| Collected data |
----------------------------------------

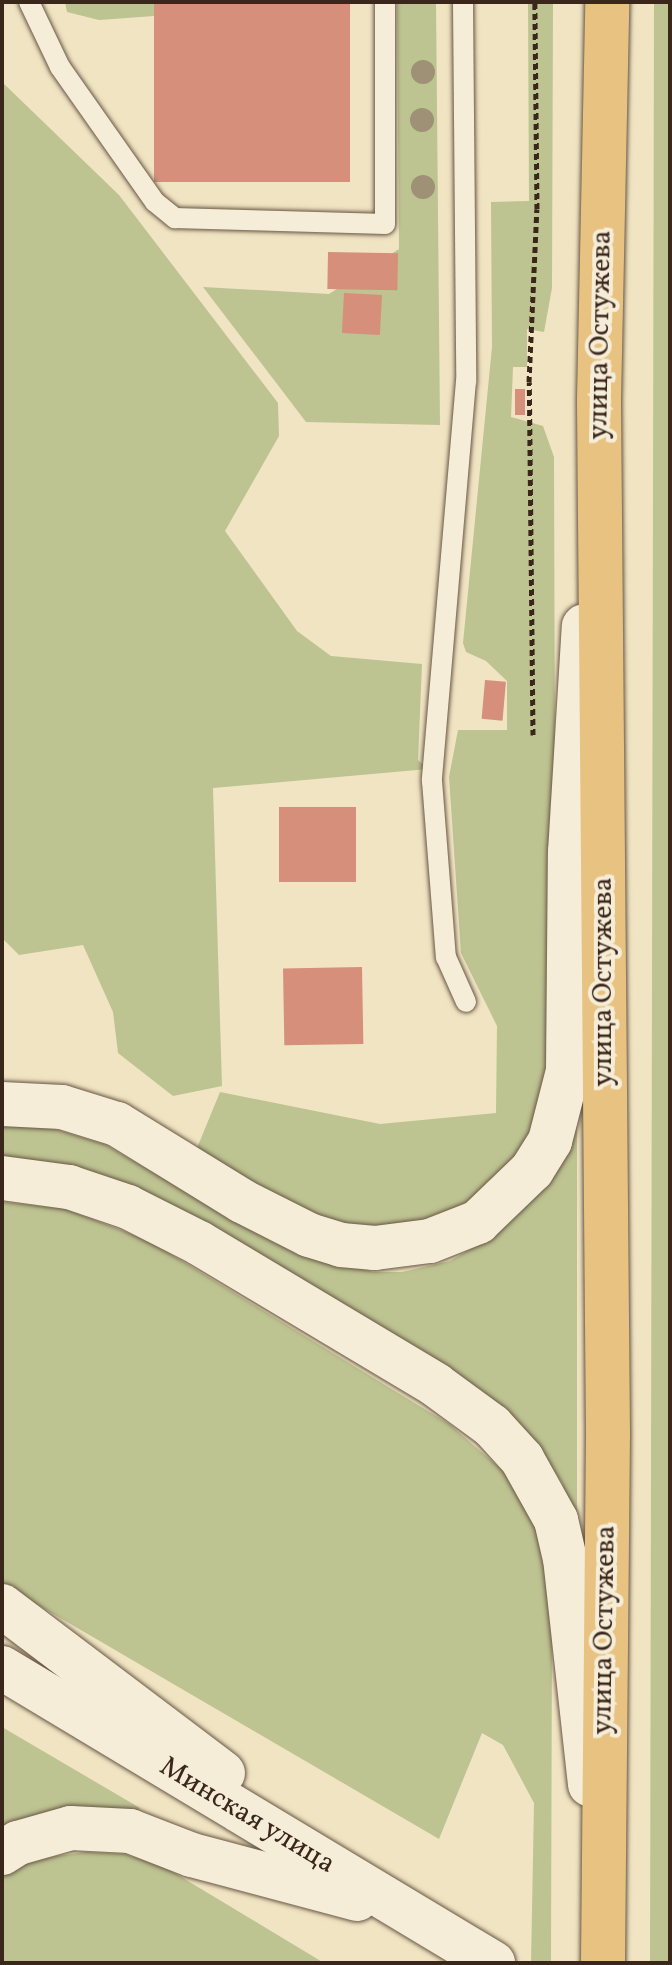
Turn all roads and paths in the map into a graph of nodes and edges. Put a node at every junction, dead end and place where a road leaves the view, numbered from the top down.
1 (29, 2) edge
2 (385, 2) edge
3 (463, 2) edge
4 (580, 2) edge
5 (607, 2) edge
6 (599, 400) junction
7 (466, 1002) dead end
8 (2, 1104) edge
9 (2, 1178) edge
10 (2, 1606) edge
11 (2, 1668) edge
12 (2, 1853) edge
13 (602, 1898) junction
14 (406, 1912) junction
15 (493, 1963) edge
16 (603, 1963) edge

1 - 2 lane
3 - 7 lane
4 - 6 main road
5 - 6 main road, улица Остужева
6 - 8 street
6 - 13 main road, улица Остужева
9 - 13 street
10 - 14 street
11 - 14 street, Минская улица
12 - 14 street
13 - 16 main road, улица Остужева
14 - 15 street, Минская улица

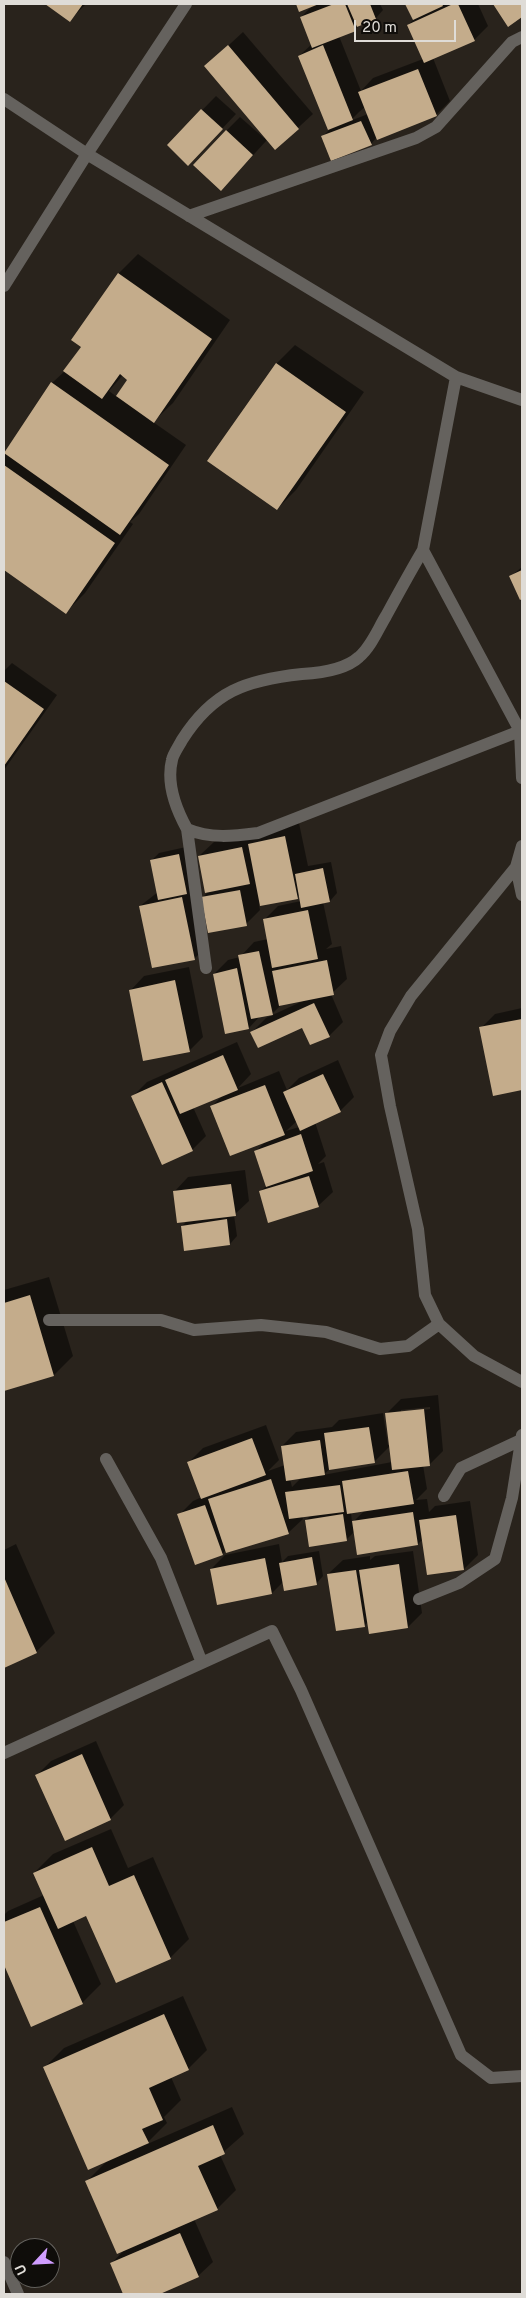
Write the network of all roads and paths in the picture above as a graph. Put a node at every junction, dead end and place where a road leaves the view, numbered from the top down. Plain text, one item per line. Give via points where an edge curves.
1 (186, 4) edge
2 (522, 37) edge
3 (4, 99) edge
4 (87, 154) junction
5 (189, 216) junction
6 (4, 286) edge
7 (456, 377) junction
8 (522, 400) edge
9 (422, 550) junction
10 (521, 731) edge
11 (522, 778) edge
12 (187, 829) junction
13 (522, 846) edge
14 (516, 867) junction
15 (522, 895) edge
16 (206, 968) dead end
17 (49, 1320) dead end
18 (439, 1324) junction
19 (522, 1382) edge
20 (522, 1438) edge
21 (106, 1459) dead end
22 (444, 1496) dead end
23 (419, 1599) dead end
24 (202, 1663) junction
25 (4, 1753) edge
26 (522, 2076) edge
27 (4, 2262) edge
28 (18, 2294) edge

1 - 4 street
2 - 5 street via 512,42 436,127 416,138
3 - 4 street
4 - 5 street
4 - 6 street
5 - 7 street
7 - 8 street
7 - 9 street
9 - 10 street
9 - 12 street via 373,639 359,657 340,668 285,676 230,690 201,713 172,760 171,783 176,810
10 - 11 street
10 - 12 street via 258,833 200,835
12 - 16 street
13 - 14 street
14 - 15 street
14 - 18 street via 411,996 390,1030 381,1055 418,1229 425,1295
17 - 18 street via 161,1320 194,1330 261,1325 326,1332 380,1349 408,1346
18 - 19 street via 474,1356
20 - 22 street via 461,1468
20 - 23 street via 512,1498 495,1559 459,1583
21 - 24 street via 161,1558
24 - 25 street
24 - 26 street via 272,1631 461,2055 491,2078
27 - 28 street

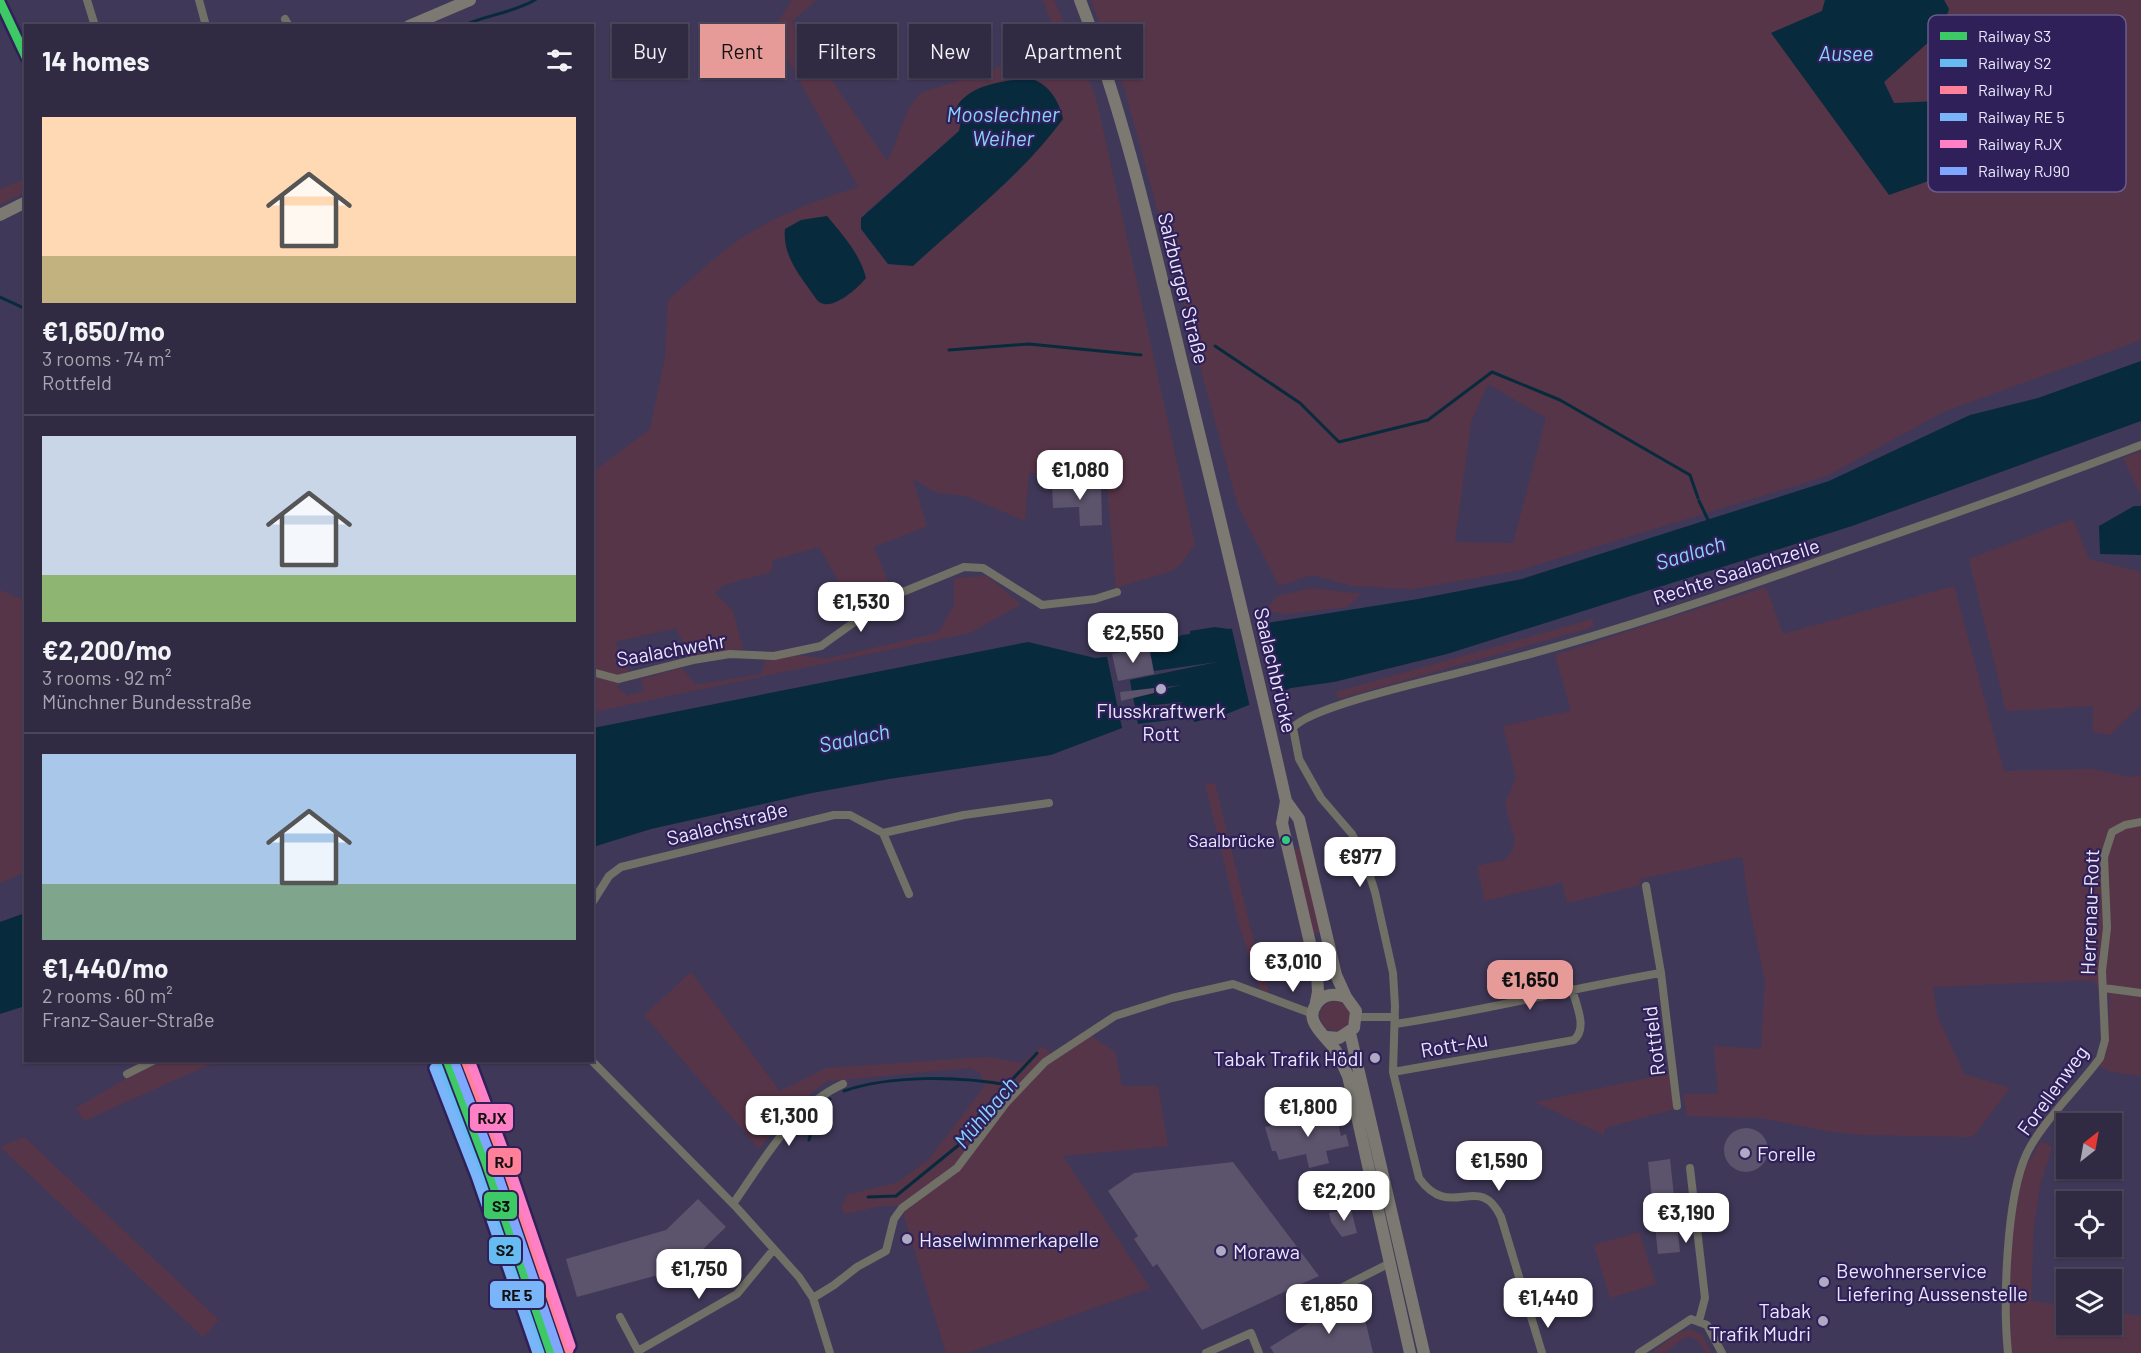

----------------------------------------

| Task goal |
Each entry should be repeated exactly as it appears; the pictures stay out.

| Result |
Turn all roads and paths in the map into a graph of nodes and edges. Put a node at every junction, dead end and place where a road leaves the view, numbered from the top down.
1 (29, 2) edge
2 (385, 2) edge
3 (463, 2) edge
4 (580, 2) edge
5 (607, 2) edge
6 (599, 400) junction
7 (466, 1002) dead end
8 (2, 1104) edge
9 (2, 1178) edge
10 (2, 1606) edge
11 (2, 1668) edge
12 (2, 1853) edge
13 (602, 1898) junction
14 (406, 1912) junction
15 (493, 1963) edge
16 (603, 1963) edge

1 - 2 lane
3 - 7 lane
4 - 6 main road
5 - 6 main road, улица Остужева
6 - 8 street
6 - 13 main road, улица Остужева
9 - 13 street
10 - 14 street
11 - 14 street, Минская улица
12 - 14 street
13 - 16 main road, улица Остужева
14 - 15 street, Минская улица

Write the network of all roads and paths in the picture above as a graph. Put a node at every junction, dead end and place where a road leaves the view, numbered from the top down. Plain text, one item per line. Give via points where an edge curves.
1 (186, 4) edge
2 (522, 37) edge
3 (4, 99) edge
4 (87, 154) junction
5 (189, 216) junction
6 (4, 286) edge
7 (456, 377) junction
8 (522, 400) edge
9 (422, 550) junction
10 (521, 731) edge
11 (522, 778) edge
12 (187, 829) junction
13 (522, 846) edge
14 (516, 867) junction
15 (522, 895) edge
16 (206, 968) dead end
17 (49, 1320) dead end
18 (439, 1324) junction
19 (522, 1382) edge
20 (522, 1438) edge
21 (106, 1459) dead end
22 (444, 1496) dead end
23 (419, 1599) dead end
24 (202, 1663) junction
25 (4, 1753) edge
26 (522, 2076) edge
27 (4, 2262) edge
28 (18, 2294) edge

1 - 4 street
2 - 5 street via 512,42 436,127 416,138
3 - 4 street
4 - 5 street
4 - 6 street
5 - 7 street
7 - 8 street
7 - 9 street
9 - 10 street
9 - 12 street via 373,639 359,657 340,668 285,676 230,690 201,713 172,760 171,783 176,810
10 - 11 street
10 - 12 street via 258,833 200,835
12 - 16 street
13 - 14 street
14 - 15 street
14 - 18 street via 411,996 390,1030 381,1055 418,1229 425,1295
17 - 18 street via 161,1320 194,1330 261,1325 326,1332 380,1349 408,1346
18 - 19 street via 474,1356
20 - 22 street via 461,1468
20 - 23 street via 512,1498 495,1559 459,1583
21 - 24 street via 161,1558
24 - 25 street
24 - 26 street via 272,1631 461,2055 491,2078
27 - 28 street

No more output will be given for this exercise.